An attempt to engineer a song in reverse - from poem, to name, to poem again. The point of reference was originally the third chapter of William Carlos Williams' "Paterson: Book Four." Now, we tend to pick and choose somewhat randomly.
Wednesday, April 16, 2014
Psalm Unknown: Last Night I Did Not Go Walking
Last Night, I Did Not Go Walking
Last night, I did not
go walking,
but sat, quietly,
on a curb.
Two calls, in two days,
had made clear
insufficiencies,
on my part.
Worrying, now, my
fingers found
loose threads at my sleeve.
More edges
unraveling. Some
thing to catch
I am sure. Alone,
I spoke soft,
but did not find words
to finish.
* * *
Later, inside, I
wrote a bit.
I did not write words
of value.
What is there to say?
I am not
a sewer of clothes.
I have no
talent with needles,
nor fingers
hardened by effort
and calloused.
"And yet," one might say,
"your coat sleeves
need mending.

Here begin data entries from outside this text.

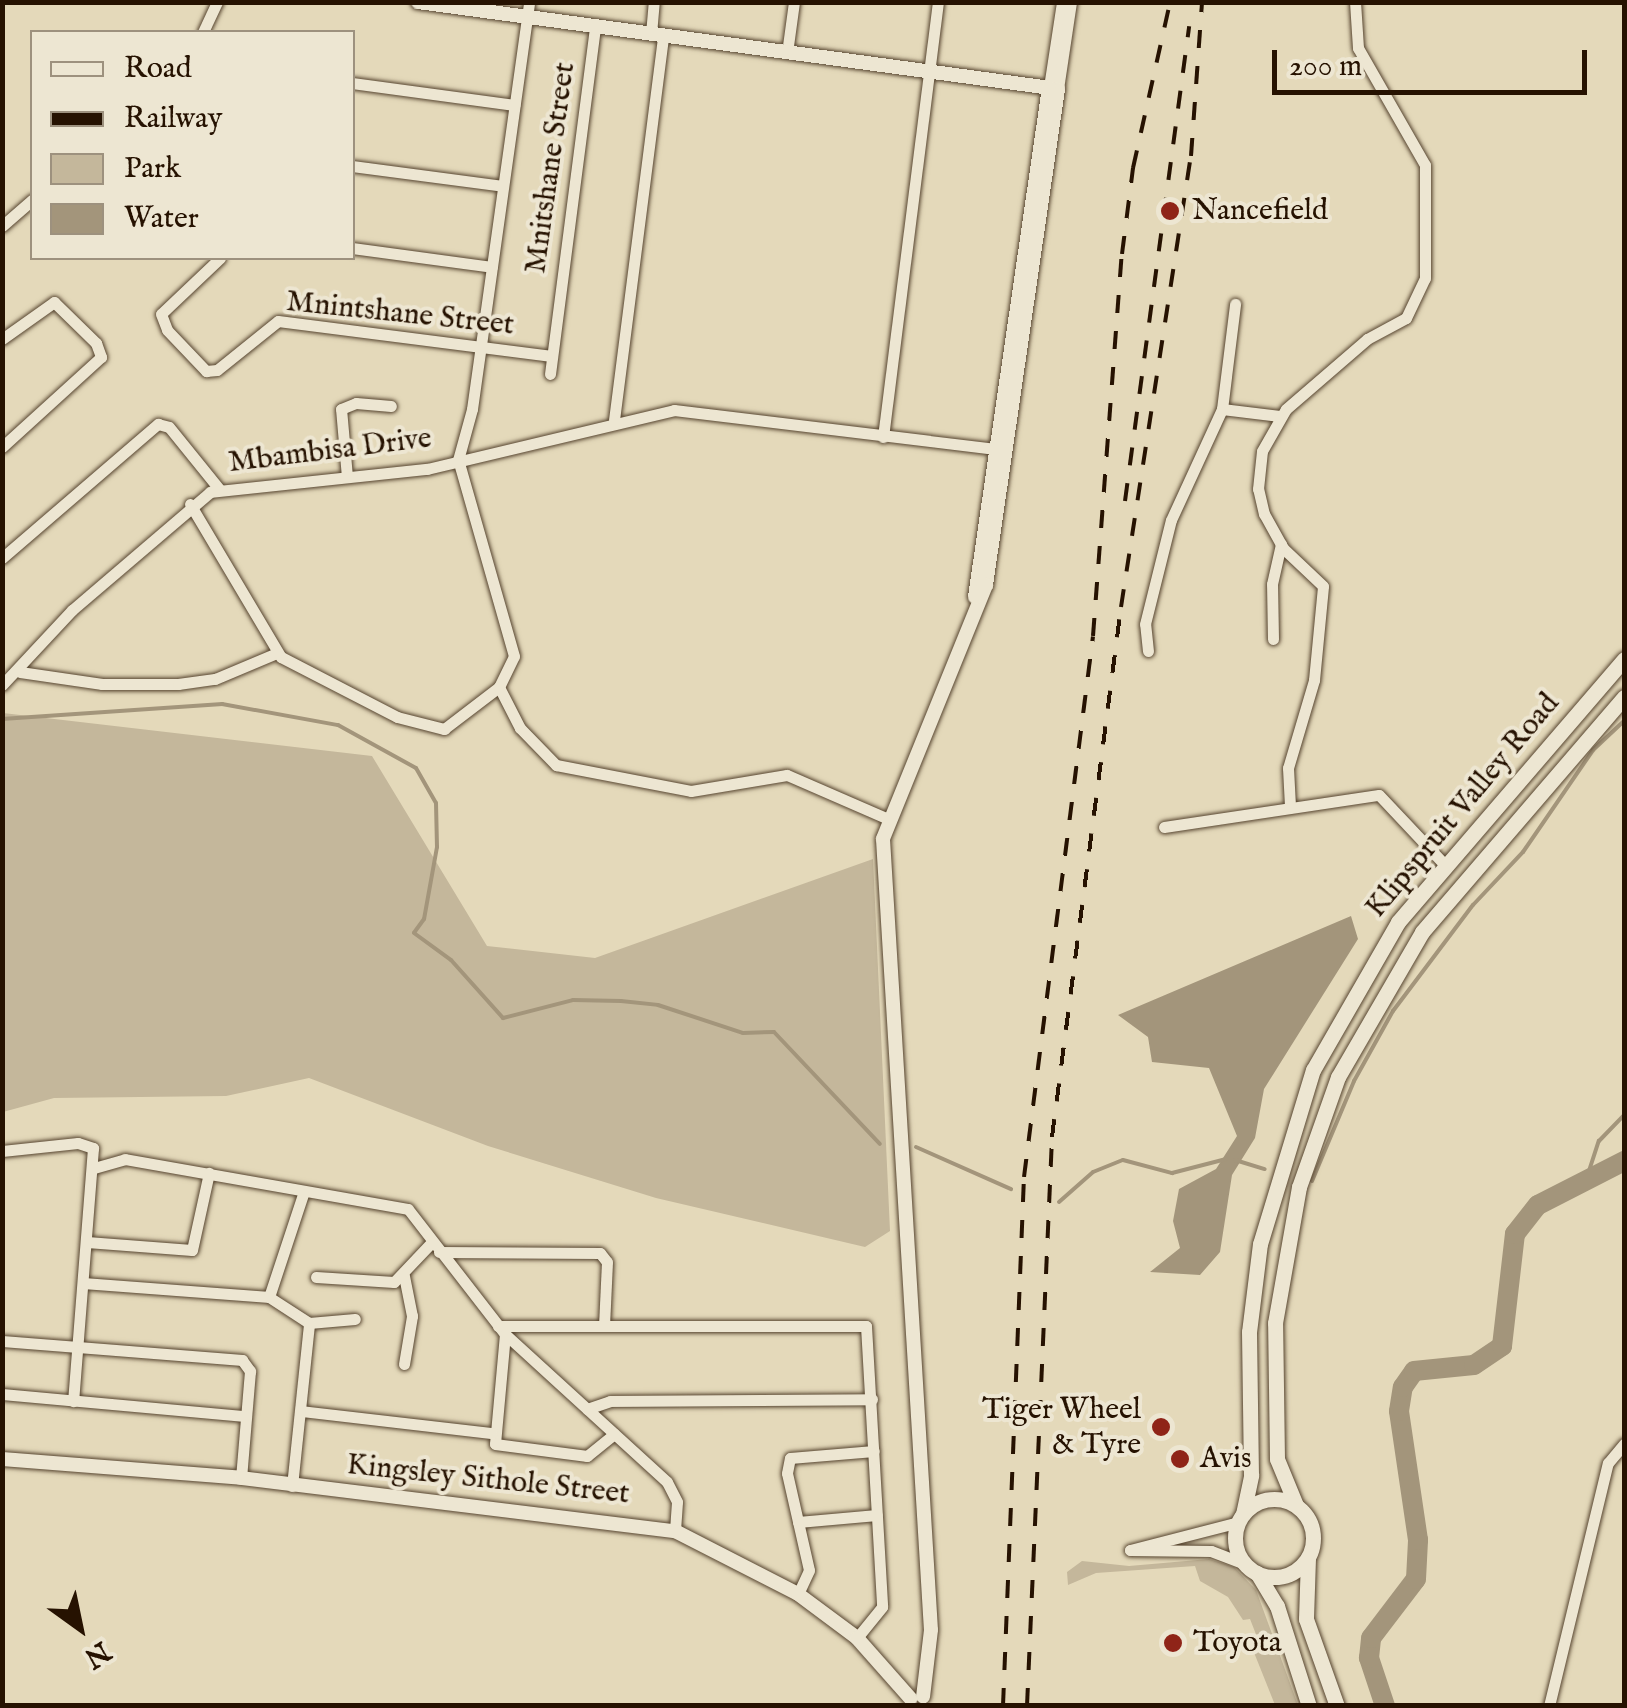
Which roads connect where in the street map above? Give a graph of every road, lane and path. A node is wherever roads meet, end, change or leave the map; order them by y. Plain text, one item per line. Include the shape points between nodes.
1 (217, 2) edge
2 (418, 2) edge
3 (654, 2) edge
4 (794, 2) edge
5 (938, 2) edge
6 (1062, 2) edge
7 (1071, 2) edge
8 (1355, 2) edge
9 (528, 10) edge
10 (595, 28) junction
11 (204, 30) edge
12 (657, 35) junction
13 (787, 53) junction
14 (928, 72) junction
15 (355, 83) edge
16 (1054, 88) junction
17 (515, 105) junction
18 (355, 166) edge
19 (503, 186) junction
20 (30, 202) edge
21 (2, 226) edge
22 (355, 248) edge
23 (218, 260) edge
24 (492, 267) junction
25 (1235, 304) dead end
26 (2, 339) edge
27 (480, 348) junction
28 (552, 356) junction
29 (550, 374) dead end
30 (391, 406) dead end
31 (1222, 409) junction
32 (1280, 416) junction
33 (614, 420) junction
34 (883, 437) junction
35 (2, 447) edge
36 (996, 449) junction
37 (458, 460) junction
38 (347, 477) junction
39 (220, 490) junction
40 (190, 504) junction
41 (1281, 544) junction
42 (2, 558) edge
43 (1273, 639) dead end
44 (1148, 651) dead end
45 (277, 653) junction
46 (1624, 659) edge
47 (957, 660) junction
48 (20, 672) junction
49 (2, 685) edge
50 (499, 687) junction
51 (1624, 697) edge
52 (1290, 806) junction
53 (888, 820) junction
54 (1164, 827) dead end
55 (1444, 864) junction
56 (2, 1151) edge
57 (94, 1168) junction
58 (209, 1173) junction
59 (303, 1194) junction
60 (87, 1242) junction
61 (436, 1247) junction
62 (404, 1276) junction
63 (316, 1277) dead end
64 (83, 1284) junction
65 (269, 1297) junction
66 (355, 1320) dead end
67 (310, 1323) junction
68 (604, 1324) junction
69 (501, 1330) junction
70 (2, 1342) edge
71 (78, 1347) junction
72 (404, 1364) dead end
73 (2, 1394) edge
74 (872, 1399) junction
75 (72, 1401) junction
76 (587, 1409) junction
77 (301, 1411) junction
78 (246, 1416) junction
79 (492, 1433) junction
80 (614, 1434) junction
81 (1624, 1444) edge
82 (874, 1450) junction
83 (2, 1459) edge
84 (241, 1478) junction
85 (292, 1486) junction
86 (1296, 1505) junction
87 (878, 1515) junction
88 (1241, 1518) junction
89 (798, 1522) junction
90 (675, 1530) junction
91 (1308, 1558) junction
92 (1251, 1568) junction
93 (798, 1594) junction
94 (856, 1638) junction
95 (918, 1702) edge
96 (1309, 1706) edge
97 (1337, 1706) edge
98 (1550, 1706) edge

1 - 11 street
2 - 9 street
3 - 12 street
4 - 13 street
5 - 14 street
6 - 16 street
7 - 16 street
8 - 32 street via 1358,48 1424,165 1425,278 1406,318 1367,339
9 - 10 street
9 - 17 street, Mbambisa Drive
10 - 12 street
10 - 28 street, Mnitshane Street
12 - 13 street
12 - 33 street
13 - 14 street
14 - 16 street
14 - 34 street
15 - 17 street
16 - 36 street
16 - 47 street via 986,585
17 - 19 street, Mbambisa Drive
18 - 19 street
19 - 24 street, Mbambisa Drive
20 - 21 street
22 - 24 street
23 - 27 street, Mnintshane Street via 166,305 162,322 212,372 278,321
24 - 27 street, Mbambisa Drive
25 - 31 street
26 - 35 street via 49,302 63,306 101,357
27 - 28 street, Mnintshane Street
27 - 37 street, Mbambisa Drive
28 - 29 street, Mnitshane Street
30 - 38 street via 356,403 341,409
31 - 32 street
31 - 44 street via 1169,529 1144,635
32 - 41 street via 1267,434 1258,489
33 - 34 street via 683,410
33 - 37 street
34 - 36 street
36 - 47 street via 974,599
37 - 38 street, Mbambisa Drive
37 - 50 street via 512,642 513,663
38 - 39 street, Mbambisa Drive
39 - 40 street, Mbambisa Drive
39 - 42 street via 169,427 158,424
40 - 45 street
40 - 48 street, Mbambisa Drive via 72,610
41 - 43 street via 1272,584
41 - 52 street via 1323,586 1314,680 1288,768
45 - 48 street via 215,678 178,684 102,684
45 - 50 street via 422,728 456,725
46 - 55 main road, Klipspruit Valley Road
47 - 53 street
48 - 49 street, Mbambisa Drive
50 - 53 street via 520,728 556,764 691,791 787,774
51 - 86 main road, Klipspruit Valley Road via 1422,932 1376,1002 1332,1093 1299,1186 1275,1323 1277,1460
52 - 54 street
52 - 55 street via 1384,797
53 - 95 street via 884,910 931,1630
55 - 88 main road, Klipspruit Valley Road via 1351,996 1283,1152 1251,1313 1251,1475
56 - 57 street via 86,1143
57 - 58 street via 126,1159
57 - 60 street
58 - 59 street
58 - 60 street via 192,1250
59 - 61 street via 402,1206
59 - 65 street
60 - 64 street
61 - 62 street
61 - 68 street via 600,1252 607,1262
61 - 69 street
62 - 63 street via 384,1282
62 - 72 street via 412,1316
64 - 65 street
64 - 71 street
65 - 67 street
66 - 67 street
67 - 77 street
68 - 69 street
68 - 74 street via 862,1324 870,1335
69 - 76 street
69 - 79 street
70 - 71 street
71 - 75 street
71 - 78 street via 242,1360 250,1371
73 - 75 street
74 - 76 street via 610,1401
74 - 82 street
75 - 78 street
76 - 80 street
77 - 79 street
77 - 85 street
78 - 84 street
79 - 80 street via 504,1449 582,1456
80 - 90 street via 672,1488
81 - 98 street via 1608,1463
82 - 87 street
82 - 89 street via 790,1458
83 - 84 street, Kingsley Sithole Street
84 - 85 street, Kingsley Sithole Street
85 - 90 street, Kingsley Sithole Street
86 - 88 main road via 1268,1499
86 - 91 main road via 1313,1532
87 - 89 street
87 - 94 street via 882,1611
88 - 92 main road via 1236,1543
88 - 92 street via 1130,1550 1211,1551
89 - 93 street via 809,1570
90 - 93 street, Kingsley Sithole Street
91 - 92 main road via 1286,1575
91 - 97 main road via 1306,1619
92 - 96 main road via 1276,1606
93 - 94 street, Kingsley Sithole Street
94 - 95 street, Kingsley Sithole Street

They will
not be sewn
themselves." I know this
is some truth.
* * *
I think, on some nights,
of a man:
hands full of small seeds,
and walking
between furrows of
rich, soft dirt.
With authority,
he scatters,
but never looks where
his seeds go.
"There are so many,"
he must think--
"What are a lost few,
here and there?"
* * *
I am no sower
of small seeds.
I have no talent,
or green thumb.
But at the end of
my sleeves, threads
are coming undone.
Who else sees
what the crows will take
but--now--me?
Last night, I did not
go walking.
I sat on a curb,
to think or
pray. Then my fingers
found edges,
coming unraveled--
or unsewn.
KMC 4/7/14
Wednesday, April 09, 2014
Psalm 51:On Drost's Batsheba met de brief van koning David
On Drost's Batsheba met de brief van koning David
The sound
of fire
in the brazier
wakes me,
and I know,
now,
what I have long
heard:
flames lick,
sputter,
consume,
and leave
not ash,
but
something
spent,
and old.
I have seen him,
tonight,
and I'm sorry;
running,
in your charges,
as I
have imagined them:
before bronze
and wood
penetrating
deeply,
and drawing
red, and
precious,
blood.
What kind
price
was this?
Paid
in blood-guiltiness:
yours, first;
and also
mine.
You age me,
king.
The lines
are appearing,
in the corners
of my eyes,
and my mouth;
between
the stretched skin
of my jaw,
and shoulder:
battlements,
overlooking,
a no man's
land.
I will not remain
as new.
And what price
then?
You age me,
king.
Your eyes
wander,
and are weighed.
Your lust
for me
burns,
and consumes,
and I
am not
ash--
but sold.
KMC 1/15/14
Psalm 51: Miserere
Miserere
It is my bouyancy, this quiet evil:
drawing me upwards, in this sea, this rest.
Resisting (as if it could not) the pull
of each of my hands, strained in deeping water.
Measures earned are measures surrendered.
The hard-beating of my muscles is fought
by air I hold in my own lungs, tendered
as a miser holds his coin: clutched, stored, caught.
My sin is ever before me, felt and
known by the shape of it, its sharp edges
pressing out, thinning skin, to rip, to tear.
My sin is ever before me: these hands
red from swimming, this face a grim rictus
breaking surface tension, gasping for air.